*How to complete this task*
Set down the data below exactly; pictures stay out.

Segment Start: Listed entries

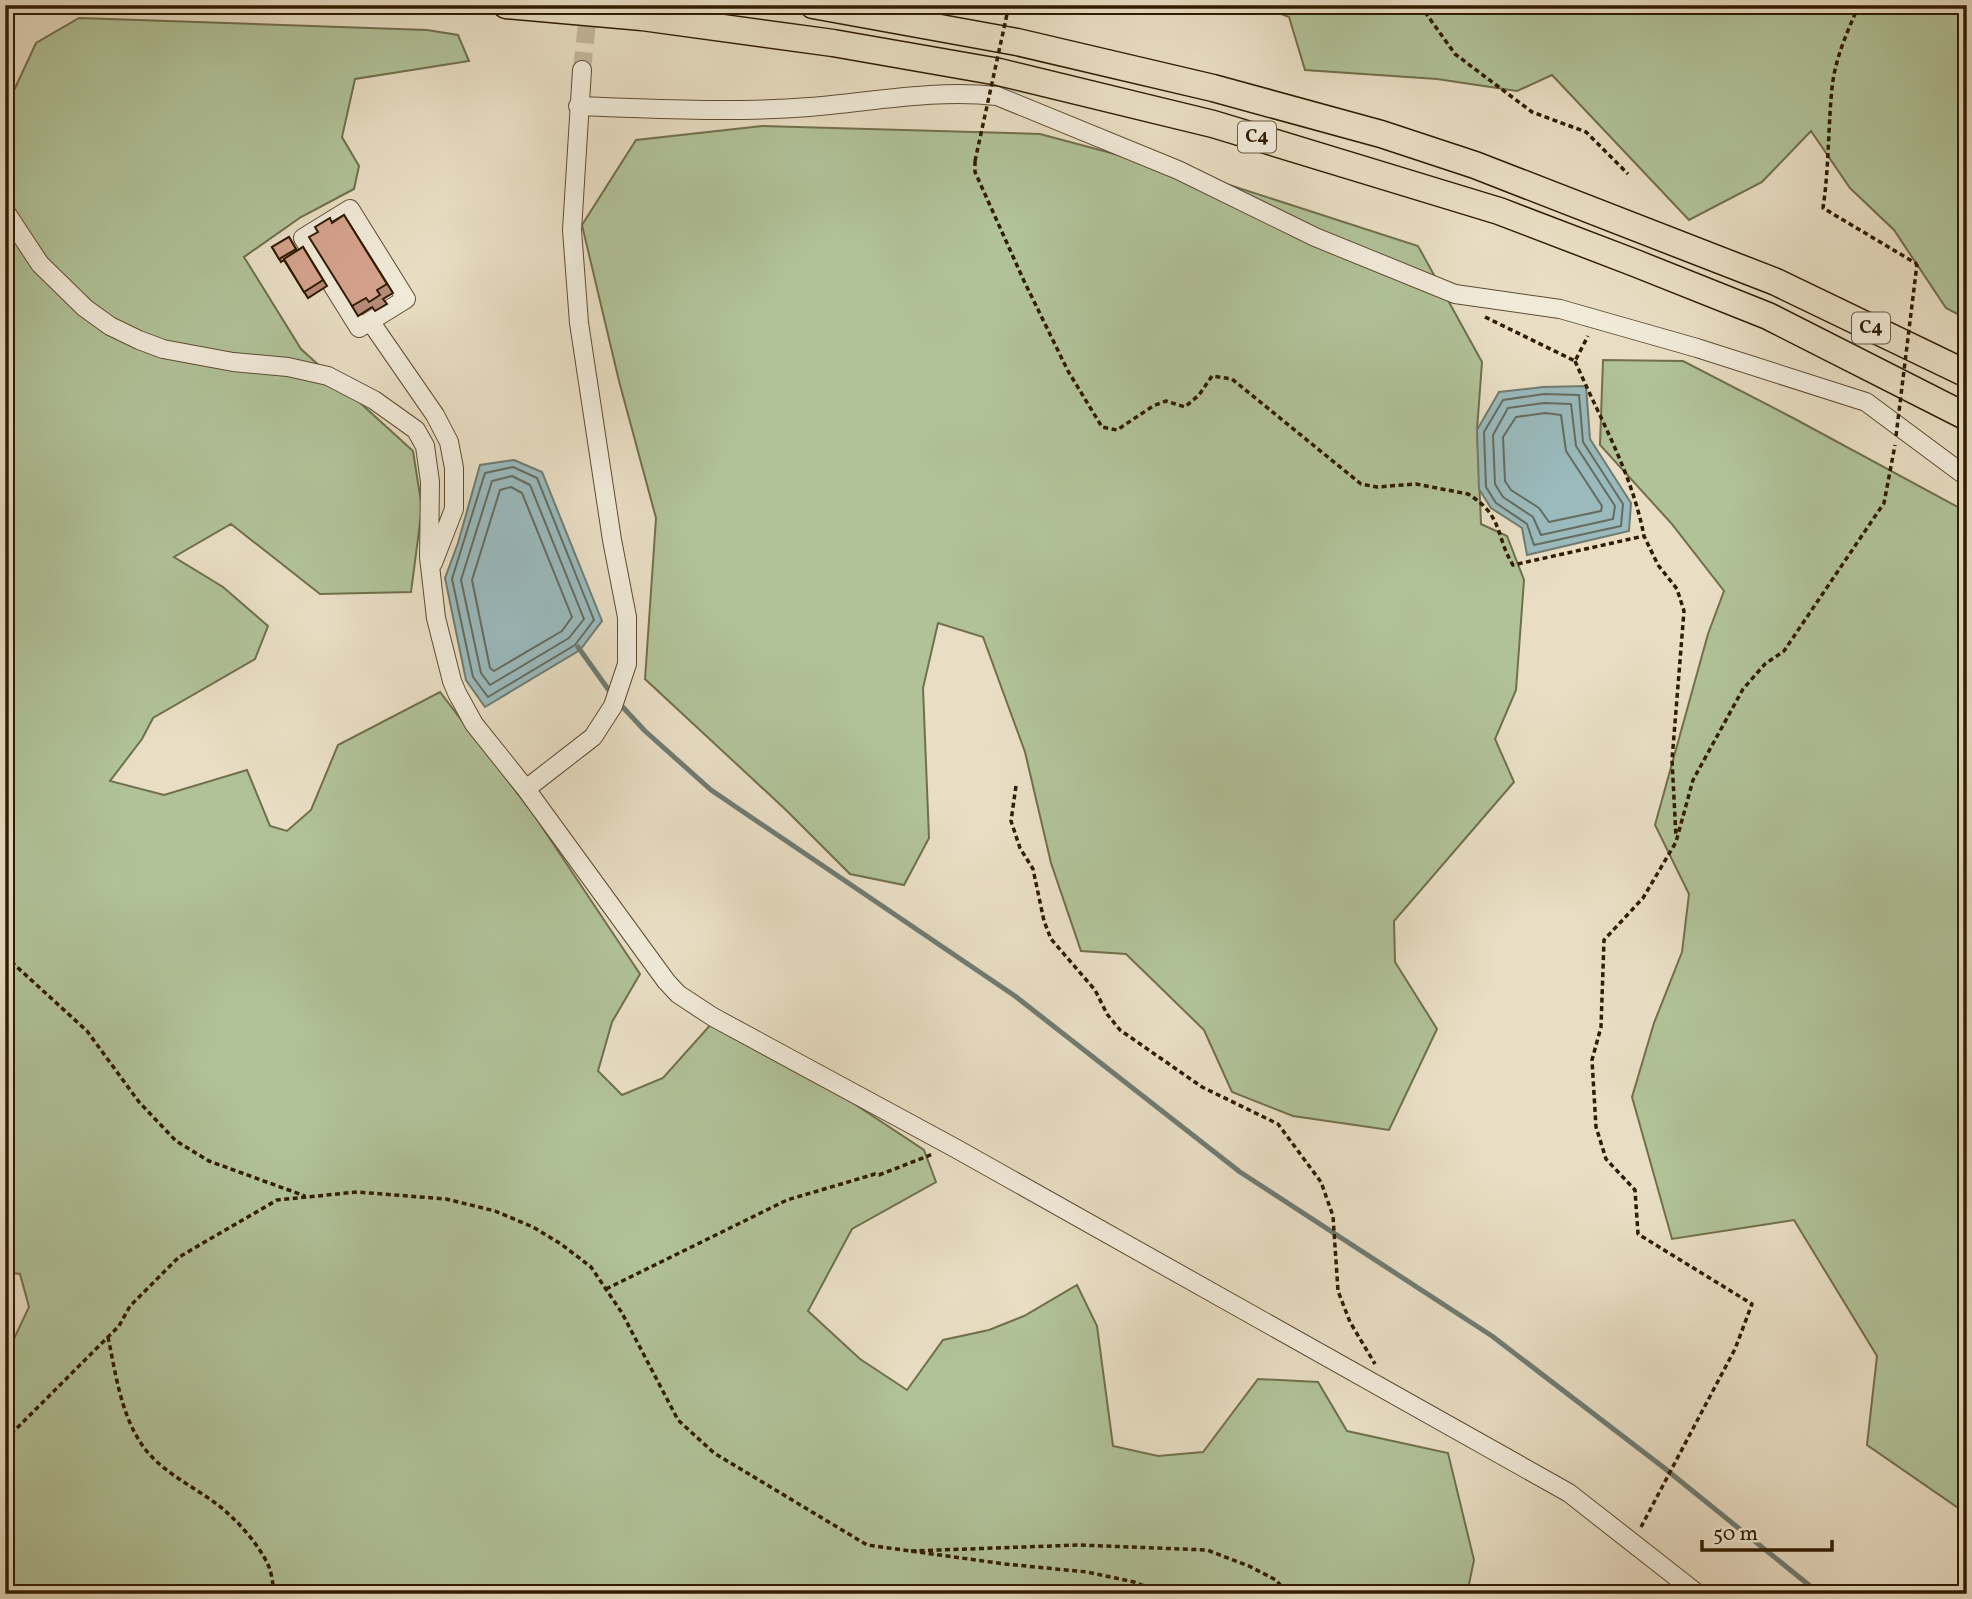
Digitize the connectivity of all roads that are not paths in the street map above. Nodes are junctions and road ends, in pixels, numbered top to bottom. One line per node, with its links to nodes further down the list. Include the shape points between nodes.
1 (506, 5): 10 (highway, C4, via 642,17 832,43 999,72 1213,124 1499,211 1635,263 1768,316)
2 (814, 5): 6 (highway, C4, via 1017,42 1381,134 1475,165)
3 (582, 69): 4 (street)
4 (578, 106): 11 (street, via 697,110 808,107 919,95 997,96 1178,170 1315,237 1455,295 1560,309 1867,402); 13 (street, via 572,230 579,323 627,617 627,664 613,706 593,737)
5 (5, 211): 12 (street, via 40,264 110,326 163,349 328,376 374,400 416,430 425,446 430,482)
6 (1776, 282): 8 (highway, via 1860,308); 9 (highway, C4)
7 (370, 321): 7 (street, via 359,328 303,238 350,209 406,299); 12 (street, via 449,442 454,509)
8 (1967, 361)
9 (1967, 374)
10 (1967, 417)
11 (1967, 477)
12 (430, 573): 13 (street, via 436,618 457,693 474,724)
13 (526, 789): 14 (street, via 678,994 1569,1493)
14 (1698, 1594)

Segment End: Listed entries

*Solution for this problem*
Digitize the connectivity of all roads that are not paths in the street map above. Nodes are junctions and road ends, in pixels, numbered top to bottom. One line per node, with its links to nodes further down the list. Include the shape points between nodes.
1 (506, 5): 10 (highway, C4, via 642,17 832,43 999,72 1213,124 1499,211 1635,263 1768,316)
2 (814, 5): 6 (highway, C4, via 1017,42 1381,134 1475,165)
3 (582, 69): 4 (street)
4 (578, 106): 11 (street, via 697,110 808,107 919,95 997,96 1178,170 1315,237 1455,295 1560,309 1867,402); 13 (street, via 572,230 579,323 627,617 627,664 613,706 593,737)
5 (5, 211): 12 (street, via 40,264 110,326 163,349 328,376 374,400 416,430 425,446 430,482)
6 (1776, 282): 8 (highway, via 1860,308); 9 (highway, C4)
7 (370, 321): 7 (street, via 359,328 303,238 350,209 406,299); 12 (street, via 449,442 454,509)
8 (1967, 361)
9 (1967, 374)
10 (1967, 417)
11 (1967, 477)
12 (430, 573): 13 (street, via 436,618 457,693 474,724)
13 (526, 789): 14 (street, via 678,994 1569,1493)
14 (1698, 1594)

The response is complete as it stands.